$1 Million "Wellness Works" Initiative Nets Additional $500,000

By Lois Baker

Release Date: July 27, 2006 This content is archived.


BUFFALO, N.Y. -- Western New York Wellness Works, a $1 million initiative funded by State Senator Mary Lou Rath to promote company-sponsored wellness programs, will receive another $500,000 to support the program in its second year, Rath announced today at a "healthy" company picnic at Greater Buffalo Savings Bank, one of the participating companies.

An assessment of preliminary data from the 13 participating Western New York companies and organizations, conducted by the University at Buffalo School of Public Health and Health Professions at the end of the first year in June 2005, showed a positive relationship between organizations concerned with wellness and the health of their workers.

"This program has demonstrably improved the health and well-being of many Western New Yorkers, while at the same time reducing health-care costs for both government and business in this community," said Rath.

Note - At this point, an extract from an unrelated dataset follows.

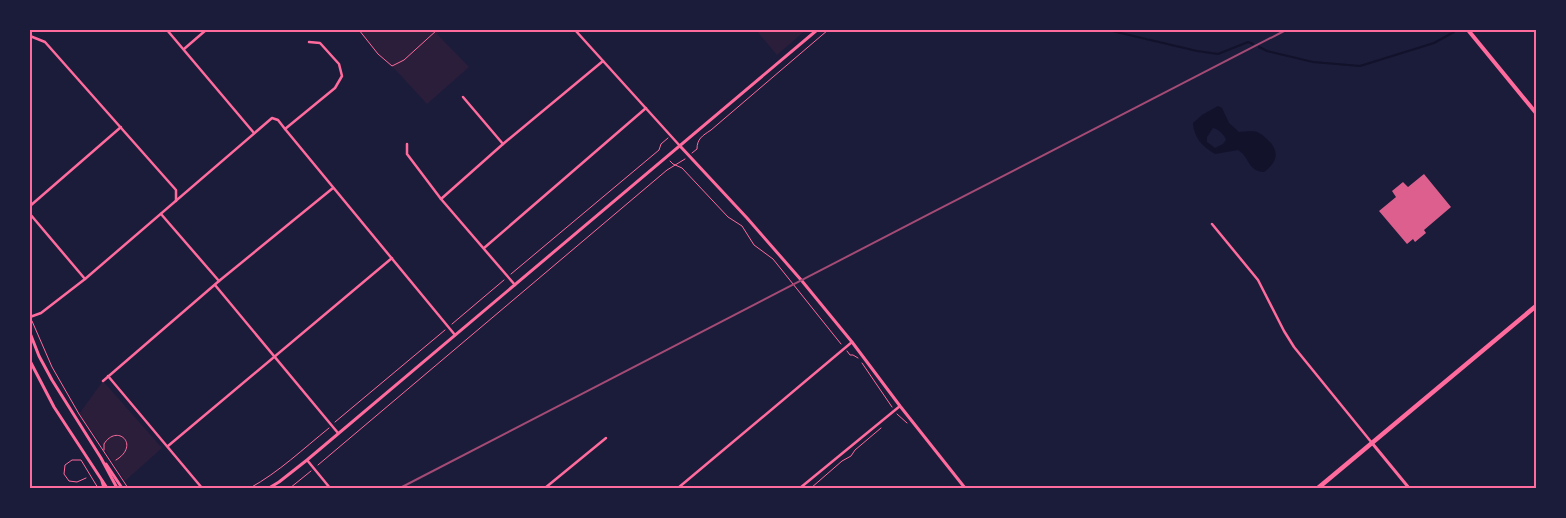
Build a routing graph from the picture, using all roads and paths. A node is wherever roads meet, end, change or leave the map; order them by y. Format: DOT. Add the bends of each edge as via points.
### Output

"This additional funding will enable companies participating in the Western New York Wellness Works Program, like Greater Buffalo Savings Bank, to build on the tremendous success they have achieved through this unique partnership between the University at Buffalo, the state and the private sector."

Joan Dorn, Ph.D., UB associate professor of social and preventive medicine and principal investigator on the project, said everyone involved in the project is extremely grateful for Rath's continued commitment and financial support of the Wellness Works initiative.

"This new funding will enable us to document that worksite-wellness programs can reduce individual health risks and save employers money on escalating insurance costs," she said.

"We will be able to disseminate the outcomes of this initiative throughout the region, the state and the nation," said Dorn. "The data will be used to educate employers, employees, researchers and policymakers about the money-saving and life-saving benefits of wellness programs."

The wellness programs, designed individually by each company, address a variety of health issues, including nutrition, physical activity, weight management and stress reduction.

Companies conducting the most well-organized programs had fewer overweight employees, early results showed, and their employees also had a lower body mass index. More of their employees reported exercising three or more times a week and the company lost fewer work days due to illness than companies with a less-healthy working environment.

Dorn said the new funds will be used to support a regional resource center, including a library of scientific data and wellness experts for use by employers and legislators; to develop a regional policy academy to introduce and brief officials about current research in employees health and wellness; and to conduct a detailed analysis of baseline and follow-up data, particularly on the complex issue of health care costs.